Kempupera Realisasikan Program P2BK di Sumsel

Kempupera Realisasikan Program P2BK di Sumsel
Ilustrasi perumahan. ( Foto: Antara / Yulius Satria Wijaya )
Imam Muzakir / FER Minggu, 19 Januari 2020 | 15:30 WIB

Jakarta, Beritasatu.com - Kementerian Pekerjaan Umum dan Perumahan Rakyat (Kempupera) menggandeng Pemerintah Provinsi (Pemprov) Sumatera Selatan (Sumsel), perbankan dan sejumlah komunitas masyarakat di daerah, melaksanakan Program Pembangunan Perumahan Berbasis Komunitas (P2BK).

"Setidaknya ada tiga daerah yang di provinsi Sumsel yang sudah siap untuk melaksanakan ground breaking pembangunan perumahan berbasis komunitas. Ketiga daerah tersebut adalah Palembang, Prabumulih, dan Lubuklinggau,” ujar Direktur Rumah Umum dan Komersial Ditjen Penyediaan Perumahan Yusuf Hariagung, dalam publikasinya, Minggu (19/1/2020).

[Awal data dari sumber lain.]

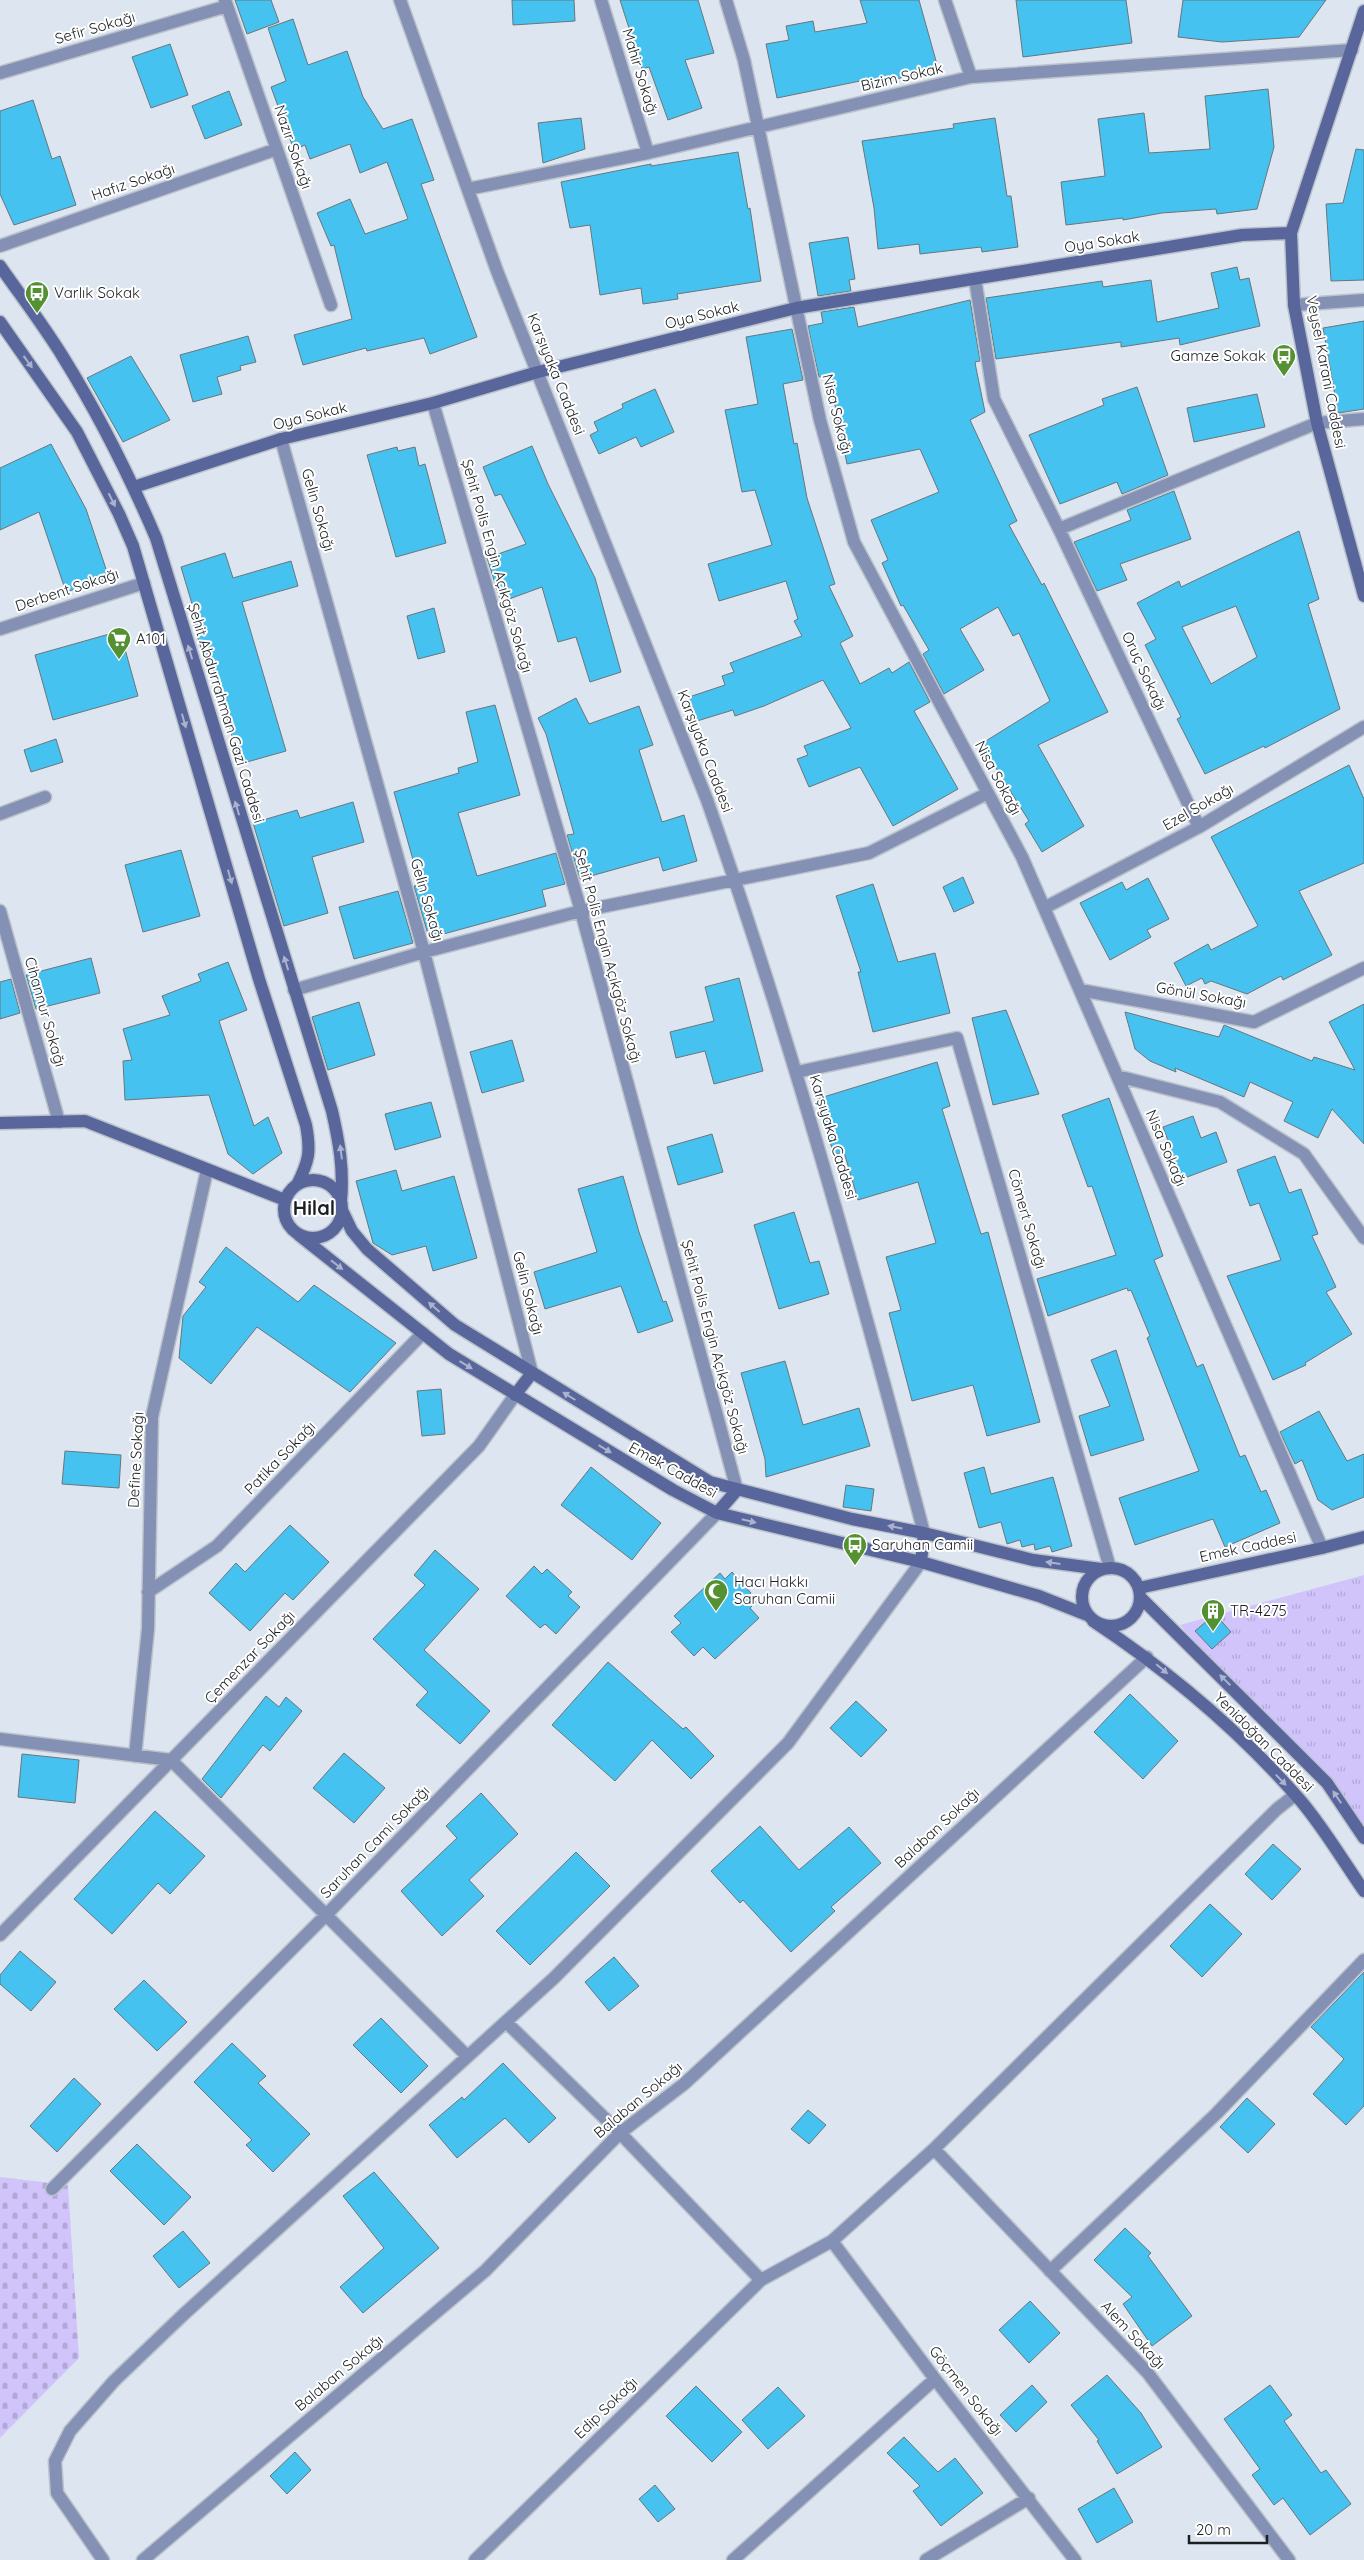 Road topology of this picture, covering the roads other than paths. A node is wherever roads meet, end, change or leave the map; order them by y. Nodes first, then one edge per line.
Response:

Yusuf menerangkan, pemerintah akan terus mendorong program P2BK untuk menyediakan rumah yang layak huni bagi masyarakat. Hal tersebut dapat dikembangkan melalui pendekatan kolaborasi antara business, community dan government (BCG).

Yusuf mengatakan, pihaknya juga ingin agar masyarakat yang tergabung dalam komunitas di daerah bersama perbankan dan pengembang perumahan bisa berkolaborasi dalam pemanfaatan lahan untuk perumahan bersama.

“Sudah banyak pemerintah kabupaten/kota yang mengajukan permohonan bantuan perumahan ini. Kami harap pemda bisa melakukan pendataan dan menggandeng komunitas masyarakat untuk ikut dalam pembangunan. Komunitas yang mendapatkan bantuan ini tentunya juga harus mendapat penetapan dari Bupati atau Wali Kota,” kata Yusuf.

Yusuf menambahkan, salah satu hal penting dalam Program P2BK adalah kejelasan status tanah. Ada dua konsep dalam proses pengadaan tanah tersebut. Pertama, tanah disediakan oleh Pemda. Kedua, tanah disediakan badan usaha koperasi dan perbankan.

“Kami akan menugaskan pegawai Kempupera untuk melakukan site visit yang akan dilaksanakan oleh Direktorat RUK dan Direktorat Rumah Swadaya pada 20-21 Januari 2020 mendatang. Sedangkan ground breaking diharapkan dapat terlaksana pada pekan kedua bulan Februari 2020,” tandas Yusuf.